# Rotary Table Chuck And Adapter Plate



## blacksmithden (Sep 20, 2016)

My new ebay special, made in China (I'll never learn. LOL) , 8" 3 jaw chuck and adapter plate arrived today. I got it mounted on the 10" rotary table I picked up (used) this summer. Now to build a tail stock.


----------



## Cheeseking (Sep 20, 2016)

That looks perfect.   I think if there's any place a Chi-com chuck is going to suffice, a rotab is it.  As long as it squeezes the part right!


----------



## Cheeseking (Sep 20, 2016)

I have a couple of my extra chucks mounted to square plates.   That way they can be bolted to the rotab or simply clamped in the mill vise for holding round stock.


----------



## dlane (Sep 21, 2016)

This is what happened when I got a RT


Chuck centers on plug centered on 8" vertex RT mt3 center,3/8" dowell in it , 3 jaw dose same thing.
the fixture plate 1 1/4" mic-6 I think ,holes are for other things


----------



## blacksmithden (Sep 22, 2016)

I've had a few requests for muzzle brakes and flash hiders. I had this little tilting 4" table with a 3" chuck. It did work, but I had to take things so slow to avoid chatter or completely knocking the work loose. Stronger, bigger, heavier iron was the answer. Turning the key is a little stiff, but I haven't cleaned or lubed it yet. I don't see why this won't serve the purpose just fine. Will I be building Pratt & Witney rocket engine parts with it ? No. Will it get me within a couple of thou if I take my time setting everything up just right, and keep it there while I do my cuts ? No doubt. The chuck and adapter plate are $240 USD shipped within the US. All said and done, including import fees, a little more shipping (I suspect), currency exchange...the usual stuff they saddle us poor Canadian guys with....LOL.... all said and done, it was $341.07 Canadian pesos, delivered to my door step. Still cheaper than any 8" chuck that I can buy here by half.


----------



## Dabbler (Oct 11, 2016)

I went with a chuck already mounted on a MT2 adapter from KMS...  Since my table is 6" and the chuck I wanted was 4", it was very inexpensive - under $160  That said, I have to take light cuts (which is what I am inclined to do anyway...)


----------



## taycat (Oct 12, 2016)

like idea of mounting chuck on square plates


----------



## petertha (Oct 23, 2016)

Some nice ideas here. I'm just figuring out an adapter plate for a 5" chuck on a 6" RT with 4 slots. The chuck is a plain back with 4 M8 threaded holes in the rear, as opposed to front mount pass-through bolts from the front of chuck. Front mount bolts would have been dandy & negated need for plate by bolting chuck directly into RT tee-slots, but its not available in this particular chuck size. Anyway, got me thinking about a few aspects of the plate:

- I had not contemplated machining a male boss on the adapter plate to engage the chuck's rear female recess like you would normally see on a lathe adapter plate. I'm not clear if these posted examples have it? My understanding is the boss is required on a lathe to prevent the chuck from moving off axis with cutting forces. There could be similar lateral cutting forces on the RT from side milling, but hopefully not as much as lathe turning. OTOH, maybe interrupted (milling) cuts might be worse? This got me thinking about the upright mode with RT on its side with table & chuck axis pointing horizontal. Now the weight of the chuck would want to slide it downward. Plus any down cutting force like drilling would push it similar to lathe example. Without a boss, I guess you are relying on friction of the 4 M8 bolts. Thoughts?

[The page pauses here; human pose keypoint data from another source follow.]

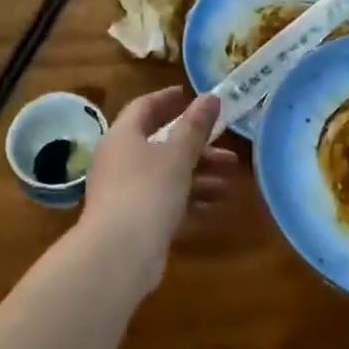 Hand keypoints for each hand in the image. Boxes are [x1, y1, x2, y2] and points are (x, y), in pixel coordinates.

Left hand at [79, 88, 239, 265]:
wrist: (119, 253)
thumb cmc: (148, 191)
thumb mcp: (177, 155)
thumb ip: (195, 127)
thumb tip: (210, 97)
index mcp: (123, 136)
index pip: (144, 108)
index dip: (168, 100)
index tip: (190, 95)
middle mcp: (120, 161)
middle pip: (161, 146)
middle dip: (198, 150)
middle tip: (230, 155)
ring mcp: (125, 193)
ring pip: (166, 177)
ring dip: (198, 178)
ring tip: (229, 185)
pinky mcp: (134, 221)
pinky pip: (165, 204)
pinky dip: (189, 203)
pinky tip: (216, 209) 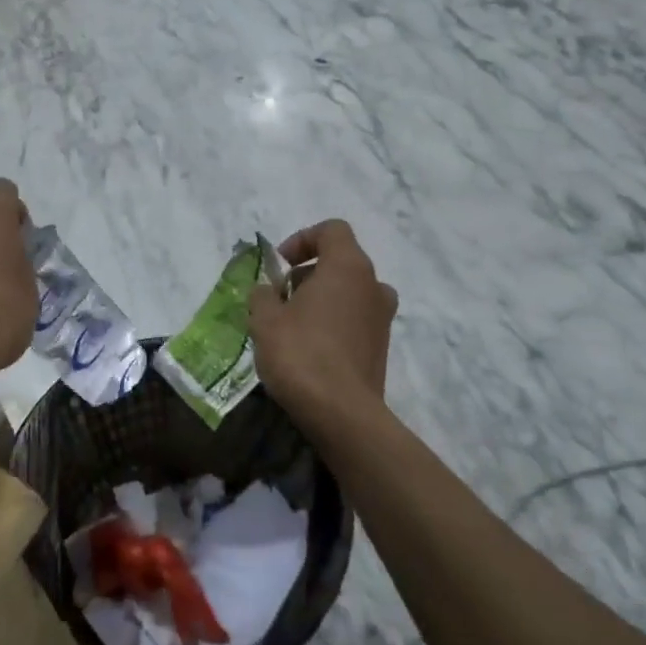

- My plan was to be able to use this same plate on the mill. Unbolt from RT and use any 2 opposing bolts on the plate to mount to a common mill Tee, or I guess 2 different Tees at some orientation. Its not appreciably different than 2 clamp bolts holding a vise, at least for light duty milling. Any thoughts?


----------



## Dabbler (Oct 24, 2016)

If you are going to use it on the mill, it might be handy to make a square boss that bolts to the adapter plate so you can hold it in the vise...   Down the road, of course...


----------



## BROCKWOOD (May 28, 2017)

It's nice to see people bouncing ideas around!  Great stuff.


----------



## Twalther (Jun 8, 2017)

blacksmithden said:


> My new ebay special, made in China (I'll never learn. LOL) , 8" 3 jaw chuck and adapter plate arrived today. I got it mounted on the 10" rotary table I picked up (used) this summer. Now to build a tail stock.
> 
> View attachment 188654


I am looking for an adapter plate for a 6" chuck to put on my 8" rotary table.  Where did you get this?


----------